- _Task goal_:
Leave the pictures out and transcribe every record exactly.

- _Recorded data_:
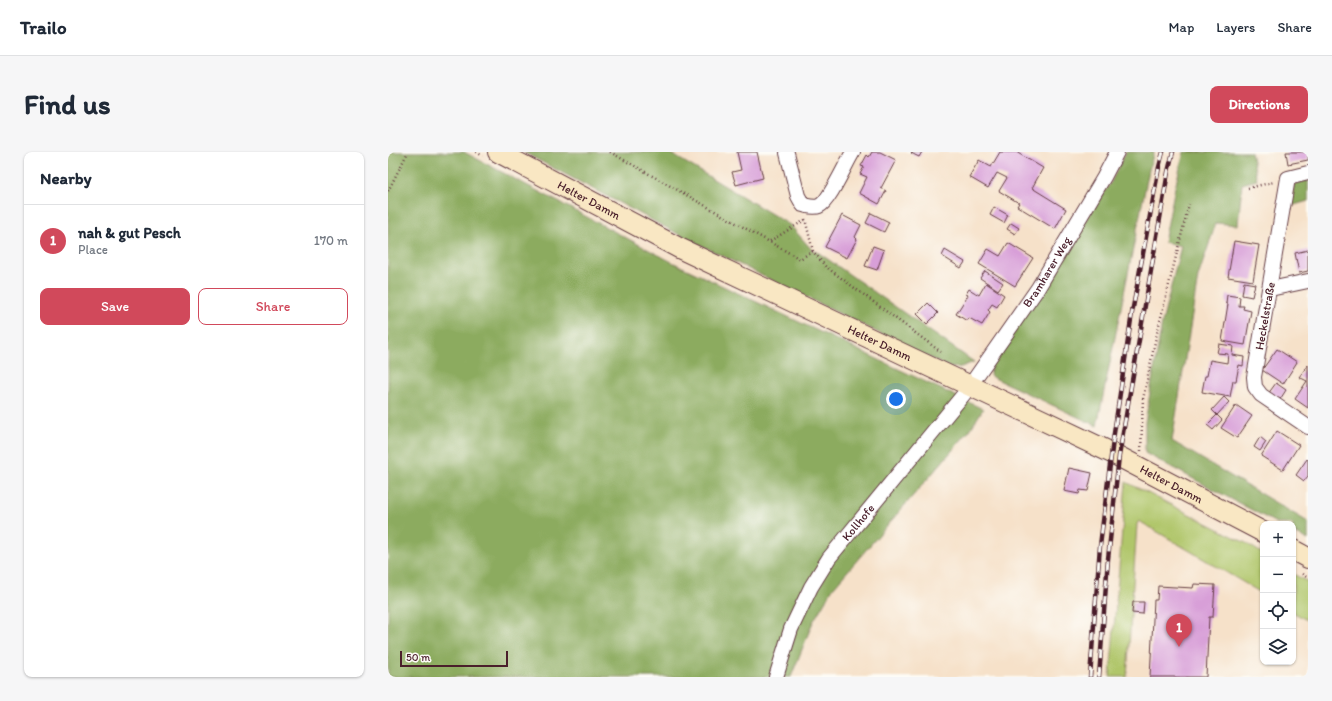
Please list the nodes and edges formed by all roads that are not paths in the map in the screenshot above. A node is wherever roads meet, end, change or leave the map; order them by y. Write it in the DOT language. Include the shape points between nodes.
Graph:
graph roads {
  1 [pos="498,152"];
  2 [pos="853,152"];
  3 [pos="1117,152"];
  4 [pos="787,153"];
  5 [pos="1308,173"];
  6 [pos="1308,281"];
  7 [pos="1270,289"];
  8 [pos="969,386"];
  9 [pos="1308,427"];
  10 [pos="1260,530"];
  11 [pos="1296,552"];
  12 [pos="1308,558"];
  13 [pos="776,677"];
  1 -- 8 [label="street, Helter Damm" via="679,248"];
  2 -- 4 [label="street" via="826,201 810,207 803,205 798,196"];
  3 -- 8 [label="street, Bramharer Weg" via="1038,288"];
  5 -- 7 [label="street, Heckelstraße" via="1288,178"];
  6 -- 7 [label="street"];
  7 -- 9 [label="street, Heckelstraße" via="1254,377 1255,387 1261,395"];
  8 -- 10 [label="street, Helter Damm" via="1112,452"];
  8 -- 13 [label="street, Kollhofe" via="829,558 811,587 791,629"];
  11 -- 12 [label="street"];
}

- _Answer to this task_:
Please list the nodes and edges formed by all roads that are not paths in the map in the screenshot above. A node is wherever roads meet, end, change or leave the map; order them by y. Write it in the DOT language. Include the shape points between nodes.
Graph:
graph roads {
  1 [pos="498,152"];
  2 [pos="853,152"];
  3 [pos="1117,152"];
  4 [pos="787,153"];
  5 [pos="1308,173"];
  6 [pos="1308,281"];
  7 [pos="1270,289"];
  8 [pos="969,386"];
  9 [pos="1308,427"];
  10 [pos="1260,530"];
  11 [pos="1296,552"];
  12 [pos="1308,558"];
  13 [pos="776,677"];
  1 -- 8 [label="street, Helter Damm" via="679,248"];
  2 -- 4 [label="street" via="826,201 810,207 803,205 798,196"];
  3 -- 8 [label="street, Bramharer Weg" via="1038,288"];
  5 -- 7 [label="street, Heckelstraße" via="1288,178"];
  6 -- 7 [label="street"];
  7 -- 9 [label="street, Heckelstraße" via="1254,377 1255,387 1261,395"];
  8 -- 10 [label="street, Helter Damm" via="1112,452"];
  8 -- 13 [label="street, Kollhofe" via="829,558 811,587 791,629"];
  11 -- 12 [label="street"];
}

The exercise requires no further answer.